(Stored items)
+---+
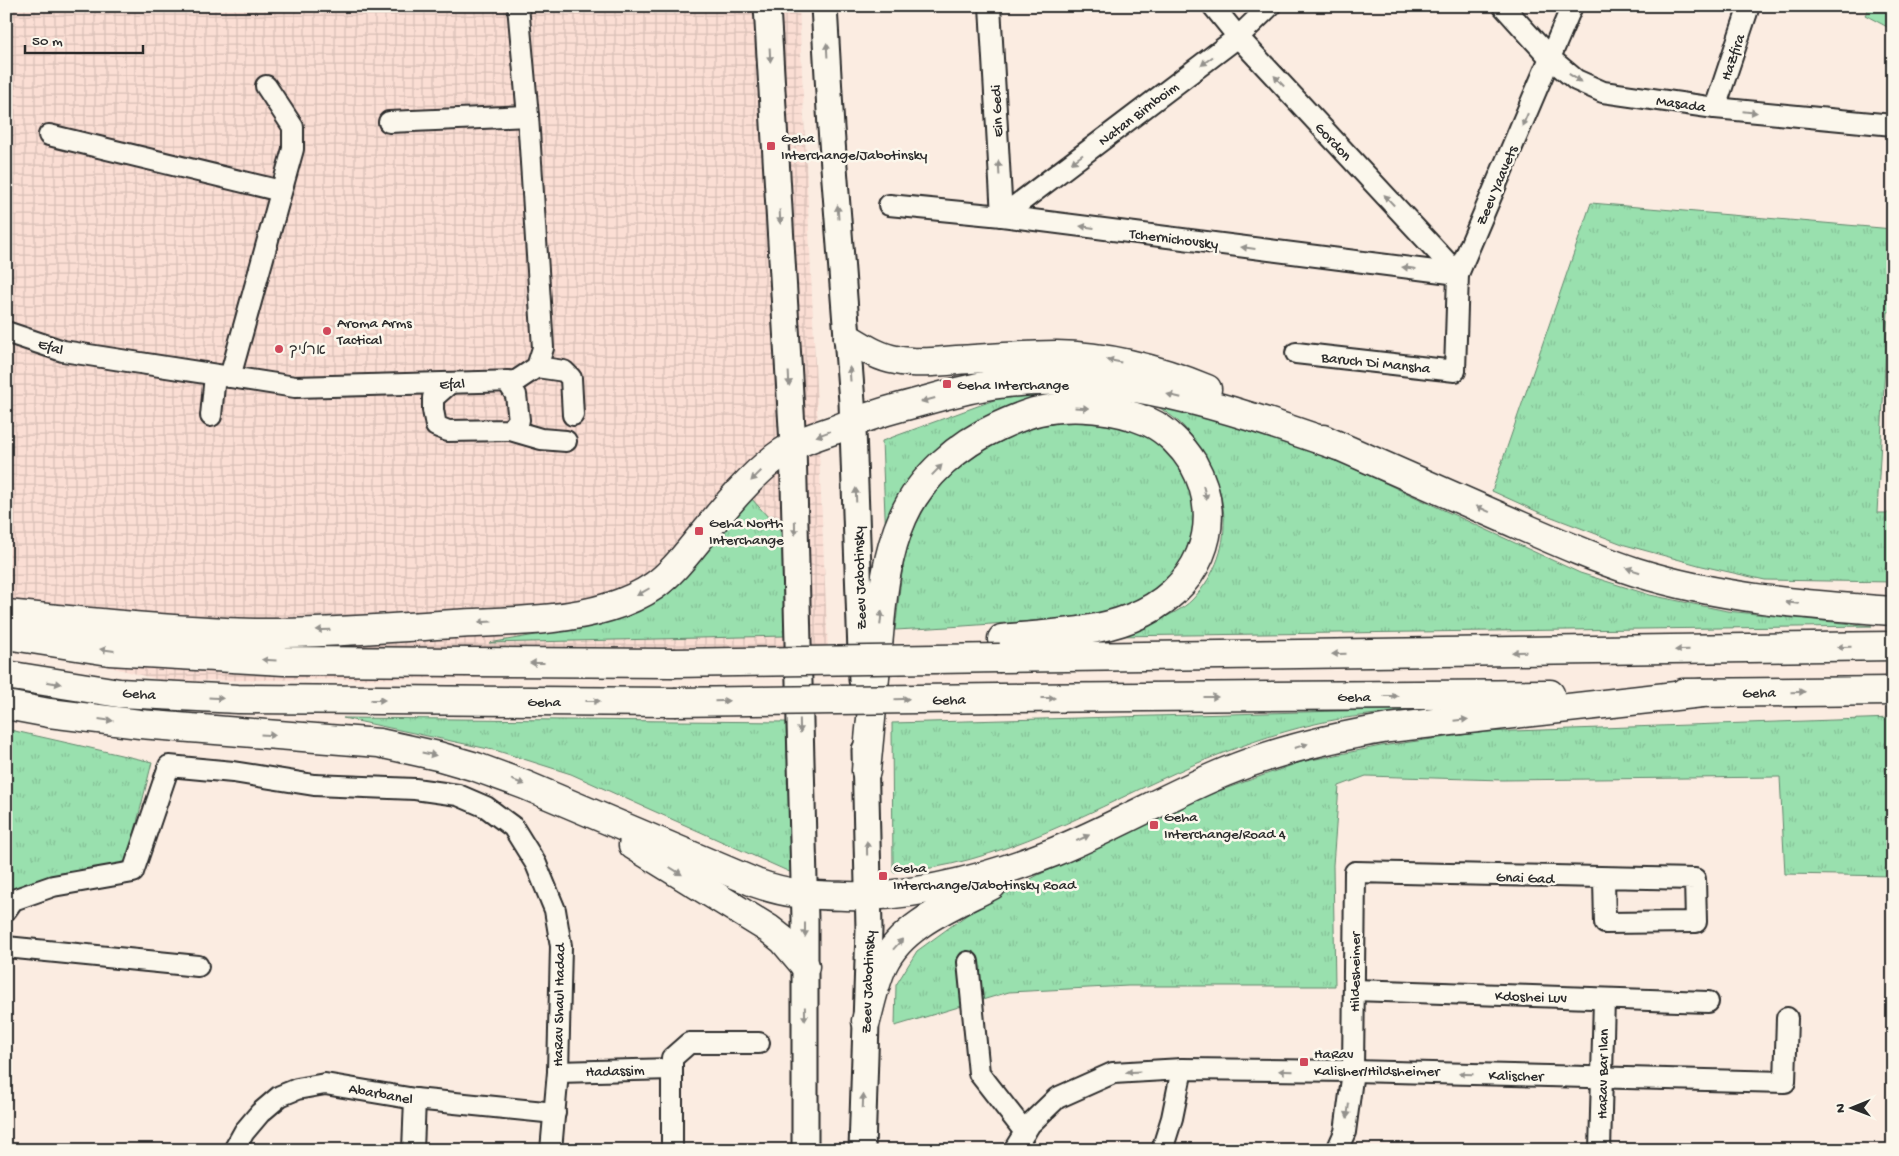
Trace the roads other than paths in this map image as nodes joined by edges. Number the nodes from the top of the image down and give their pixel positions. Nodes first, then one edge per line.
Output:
1 (518, 6) edge
2 (767, 6) edge
3 (824, 6) edge
4 (990, 6) edge
5 (1213, 6) edge
6 (1270, 6) edge
7 (1503, 6) edge
8 (1572, 6) edge
9 (1750, 6) edge
10 (1238, 37) junction
11 (1551, 59) junction
12 (266, 86) dead end
13 (1714, 108) junction
14 (528, 116) junction
15 (389, 122) dead end
16 (1893, 126) edge
17 (49, 135) dead end
18 (281, 191) junction
19 (889, 205) dead end
20 (1002, 216) junction
21 (1458, 274) junction
22 (7, 333) edge
23 (848, 338) junction
24 (1296, 353) dead end
25 (537, 367) junction
26 (1455, 371) joint
27 (222, 376) junction
28 (507, 381) junction
29 (450, 383) junction
30 (573, 415) dead end
31 (211, 416) dead end
32 (853, 422) junction
33 (510, 430) junction
34 (566, 441) dead end
35 (793, 445) junction
36 (1338, 446) junction
37 (1893, 611) edge
38 (6, 614) edge
39 (6, 635) edge
40 (1893, 646) edge
41 (1001, 649) junction
42 (6, 675) edge
43 (1893, 690) edge
44 (1702, 693) junction
45 (6, 705) edge
46 (866, 772) junction
47 (560, 800) junction
48 (1055, 852) junction
49 (1355, 872) joint
50 (1604, 879) junction
51 (805, 895) junction
52 (869, 896) junction
53 (6, 910) edge
54 (6, 947) edge
55 (968, 962) dead end
56 (198, 966) dead end
57 (805, 966) junction
58 (1354, 990) junction
59 (1604, 999) junction
60 (1708, 1002) dead end
61 (1787, 1018) dead end
62 (866, 1021) junction
63 (759, 1043) dead end
64 (672, 1069) junction
65 (1182, 1069) junction
66 (1353, 1071) junction
67 (558, 1072) junction
68 (1602, 1077) junction
69 (416, 1099) junction
70 (555, 1113) junction
71 (1025, 1132) junction
72 (234, 1150) edge
73 (413, 1150) edge
74 (551, 1150) edge
75 (672, 1150) edge
76 (805, 1150) edge
77 (862, 1150) edge
78 (1014, 1150) edge
79 (1162, 1150) edge
80 (1337, 1150) edge
81 (1600, 1150) edge

1 - 14 street
2 -> 35 main road
23 -> 3 main road, Zeev Jabotinsky
20 -> 4 street, Ein Gedi
5 - 10 street, Gordon
6 - 10 street, Natan Birnboim
7 - 11 street, Masada
8 - 11 street, Zeev Yaavets
9 - 13 street, HaZfira
10 -> 20 street, Natan Birnboim
21 -> 10 street, Gordon
11 -> 13 street, Masada
11 -> 21 street, Zeev Yaavets
12 - 18 street
13 -> 16 street, Masada
14 - 15 street
14 - 25 street
17 - 18 street
18 - 27 street
19 - 20 street, Tchernichovsky
21 -> 20 street, Tchernichovsky
21 - 26 street, Zeev Yaavets
22 - 27 street, Efal
32 -> 23 main road, Zeev Jabotinsky
36 -> 23 highway
24 - 26 street, Baruch Di Mansha
25 - 28 street, Efal
25 - 30 street
27 - 29 street, Efal
27 - 31 street
28 - 29 street, Efal
28 - 33 street
29 - 33 street
32 -> 35 highway
36 -> 32 highway
46 -> 32 main road, Zeev Jabotinsky
33 - 34 street
35 -> 38 highway
35 -> 51 main road
37 -> 36 highway
41 -> 39 highway, bridge
40 -> 41 highway
46 -> 41 highway
42 -> 44 highway, Geha, bridge
44 -> 43 highway, Geha
48 -> 44 highway
45 -> 47 highway
52 -> 46 main road, Zeev Jabotinsky
47 - 51 highway
47 -> 57 highway
48 - 52 highway
62 -> 48 highway
49 - 50 street, Gnai Gad
49 - 58 street, Hildesheimer
50 - 50 street, Gnai Gad
51 - 52 highway
51 -> 57 main road
52 - 62 main road, Zeev Jabotinsky
53 - 67 street, HaRav Shaul Hadad
54 - 56 street
55 - 71 street
57 -> 76 main road
58 - 59 street, Kdoshei Luv
58 - 66 street, Hildesheimer
59 - 60 street, Kdoshei Luv
59 - 68 street, HaRav Bar Ilan
61 - 68 street, Kalischer
77 -> 62 main road, Zeev Jabotinsky
63 - 64 street
64 - 67 street, Hadassim
64 - 75 street
66 -> 65 street, Kalischer
65 -> 71 street, Kalischer
65 - 79 street
68 -> 66 street, Kalischer
66 -> 80 street, Hildesheimer
67 - 70 street, HaRav Shaul Hadad
68 - 81 street, HaRav Bar Ilan
69 - 70 street, Abarbanel
69 - 72 street, Abarbanel
69 - 73 street
70 - 74 street, HaRav Shaul Hadad
71 - 78 street, Kalischer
+---+
### Description of the task:
Your task is to restate every record word for word. Omit all pictures.

### Written answer:
Trace the roads other than paths in this map image as nodes joined by edges. Number the nodes from the top of the image down and give their pixel positions. Nodes first, then one edge per line.
Output:
1 (518, 6) edge
2 (767, 6) edge
3 (824, 6) edge
4 (990, 6) edge
5 (1213, 6) edge
6 (1270, 6) edge
7 (1503, 6) edge
8 (1572, 6) edge
9 (1750, 6) edge
10 (1238, 37) junction
11 (1551, 59) junction
12 (266, 86) dead end
13 (1714, 108) junction
14 (528, 116) junction
15 (389, 122) dead end
16 (1893, 126) edge
17 (49, 135) dead end
18 (281, 191) junction
19 (889, 205) dead end
20 (1002, 216) junction
21 (1458, 274) junction
22 (7, 333) edge
23 (848, 338) junction
24 (1296, 353) dead end
25 (537, 367) junction
26 (1455, 371) joint
27 (222, 376) junction
28 (507, 381) junction
29 (450, 383) junction
30 (573, 415) dead end
31 (211, 416) dead end
32 (853, 422) junction
33 (510, 430) junction
34 (566, 441) dead end
35 (793, 445) junction
36 (1338, 446) junction
37 (1893, 611) edge
38 (6, 614) edge
39 (6, 635) edge
40 (1893, 646) edge
41 (1001, 649) junction
42 (6, 675) edge
43 (1893, 690) edge
44 (1702, 693) junction
45 (6, 705) edge
46 (866, 772) junction
47 (560, 800) junction
48 (1055, 852) junction
49 (1355, 872) joint
50 (1604, 879) junction
51 (805, 895) junction
52 (869, 896) junction
53 (6, 910) edge
54 (6, 947) edge
55 (968, 962) dead end
56 (198, 966) dead end
57 (805, 966) junction
58 (1354, 990) junction
59 (1604, 999) junction
60 (1708, 1002) dead end
61 (1787, 1018) dead end
62 (866, 1021) junction
63 (759, 1043) dead end
64 (672, 1069) junction
65 (1182, 1069) junction
66 (1353, 1071) junction
67 (558, 1072) junction
68 (1602, 1077) junction
69 (416, 1099) junction
70 (555, 1113) junction
71 (1025, 1132) junction
72 (234, 1150) edge
73 (413, 1150) edge
74 (551, 1150) edge
75 (672, 1150) edge
76 (805, 1150) edge
77 (862, 1150) edge
78 (1014, 1150) edge
79 (1162, 1150) edge
80 (1337, 1150) edge
81 (1600, 1150) edge

1 - 14 street
2 -> 35 main road
23 -> 3 main road, Zeev Jabotinsky
20 -> 4 street, Ein Gedi
5 - 10 street, Gordon
6 - 10 street, Natan Birnboim
7 - 11 street, Masada
8 - 11 street, Zeev Yaavets
9 - 13 street, HaZfira
10 -> 20 street, Natan Birnboim
21 -> 10 street, Gordon
11 -> 13 street, Masada
11 -> 21 street, Zeev Yaavets
12 - 18 street
13 -> 16 street, Masada
14 - 15 street
14 - 25 street
17 - 18 street
18 - 27 street
19 - 20 street, Tchernichovsky
21 -> 20 street, Tchernichovsky
21 - 26 street, Zeev Yaavets
22 - 27 street, Efal
32 -> 23 main road, Zeev Jabotinsky
36 -> 23 highway
24 - 26 street, Baruch Di Mansha
25 - 28 street, Efal
25 - 30 street
27 - 29 street, Efal
27 - 31 street
28 - 29 street, Efal
28 - 33 street
29 - 33 street
32 -> 35 highway
36 -> 32 highway
46 -> 32 main road, Zeev Jabotinsky
33 - 34 street
35 -> 38 highway
35 -> 51 main road
37 -> 36 highway
41 -> 39 highway, bridge
40 -> 41 highway
46 -> 41 highway
42 -> 44 highway, Geha, bridge
44 -> 43 highway, Geha
48 -> 44 highway
45 -> 47 highway
52 -> 46 main road, Zeev Jabotinsky
47 - 51 highway
47 -> 57 highway
48 - 52 highway
62 -> 48 highway
49 - 50 street, Gnai Gad
49 - 58 street, Hildesheimer
50 - 50 street, Gnai Gad
51 - 52 highway
51 -> 57 main road
52 - 62 main road, Zeev Jabotinsky
53 - 67 street, HaRav Shaul Hadad
54 - 56 street
55 - 71 street
57 -> 76 main road
58 - 59 street, Kdoshei Luv
58 - 66 street, Hildesheimer
59 - 60 street, Kdoshei Luv
59 - 68 street, HaRav Bar Ilan
61 - 68 street, Kalischer
77 -> 62 main road, Zeev Jabotinsky
63 - 64 street
64 - 67 street, Hadassim
64 - 75 street
66 -> 65 street, Kalischer
65 -> 71 street, Kalischer
65 - 79 street
68 -> 66 street, Kalischer
66 -> 80 street, Hildesheimer
67 - 70 street, HaRav Shaul Hadad
68 - 81 street, HaRav Bar Ilan
69 - 70 street, Abarbanel
69 - 72 street, Abarbanel
69 - 73 street
70 - 74 street, HaRav Shaul Hadad
71 - 78 street, Kalischer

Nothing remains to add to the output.